• **Exercise objective**
Copy, from the material below, each line where "Longara" shows up.

[Supplied entries — start]

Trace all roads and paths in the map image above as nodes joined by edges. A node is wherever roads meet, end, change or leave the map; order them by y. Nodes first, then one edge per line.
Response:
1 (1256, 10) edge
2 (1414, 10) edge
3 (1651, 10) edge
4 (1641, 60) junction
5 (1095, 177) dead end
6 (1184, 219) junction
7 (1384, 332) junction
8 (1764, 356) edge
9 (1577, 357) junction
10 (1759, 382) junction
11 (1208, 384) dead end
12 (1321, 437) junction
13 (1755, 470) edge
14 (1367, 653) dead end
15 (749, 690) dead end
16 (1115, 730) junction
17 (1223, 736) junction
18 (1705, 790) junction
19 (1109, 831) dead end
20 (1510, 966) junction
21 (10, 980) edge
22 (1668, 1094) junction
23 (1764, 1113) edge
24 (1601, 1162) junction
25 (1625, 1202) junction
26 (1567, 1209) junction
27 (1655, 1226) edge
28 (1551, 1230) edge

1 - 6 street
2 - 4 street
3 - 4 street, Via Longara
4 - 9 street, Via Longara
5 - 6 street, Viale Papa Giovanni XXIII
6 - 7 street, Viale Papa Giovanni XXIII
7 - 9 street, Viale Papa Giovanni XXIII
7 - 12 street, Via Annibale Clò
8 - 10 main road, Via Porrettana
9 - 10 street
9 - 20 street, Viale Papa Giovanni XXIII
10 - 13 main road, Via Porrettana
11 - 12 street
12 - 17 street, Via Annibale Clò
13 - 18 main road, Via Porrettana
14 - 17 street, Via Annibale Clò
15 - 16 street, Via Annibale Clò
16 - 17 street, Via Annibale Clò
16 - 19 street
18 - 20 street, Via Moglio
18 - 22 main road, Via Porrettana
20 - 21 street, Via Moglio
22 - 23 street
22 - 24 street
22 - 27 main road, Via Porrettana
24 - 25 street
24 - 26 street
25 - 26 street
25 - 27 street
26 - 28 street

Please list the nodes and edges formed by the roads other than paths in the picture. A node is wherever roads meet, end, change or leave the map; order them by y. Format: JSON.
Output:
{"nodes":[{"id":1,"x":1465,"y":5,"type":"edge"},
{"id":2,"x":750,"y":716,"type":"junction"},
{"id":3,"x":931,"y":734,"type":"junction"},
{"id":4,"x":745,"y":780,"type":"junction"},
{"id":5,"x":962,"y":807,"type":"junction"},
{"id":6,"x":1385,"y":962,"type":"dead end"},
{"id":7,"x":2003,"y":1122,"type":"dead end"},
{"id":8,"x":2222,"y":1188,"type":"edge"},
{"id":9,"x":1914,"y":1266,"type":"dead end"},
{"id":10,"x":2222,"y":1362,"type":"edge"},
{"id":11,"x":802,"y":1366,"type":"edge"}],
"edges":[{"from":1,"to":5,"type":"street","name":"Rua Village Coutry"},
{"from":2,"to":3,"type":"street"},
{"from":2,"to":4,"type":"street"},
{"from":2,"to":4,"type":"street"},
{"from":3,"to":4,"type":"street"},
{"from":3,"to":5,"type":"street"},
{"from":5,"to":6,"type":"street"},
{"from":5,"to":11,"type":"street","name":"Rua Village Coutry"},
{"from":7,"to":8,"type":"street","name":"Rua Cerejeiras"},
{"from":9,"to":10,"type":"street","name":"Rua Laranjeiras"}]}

[Supplied entries — finish]

• **Solution to this problem**
3 - 4 street, Via Longara
4 - 9 street, Via Longara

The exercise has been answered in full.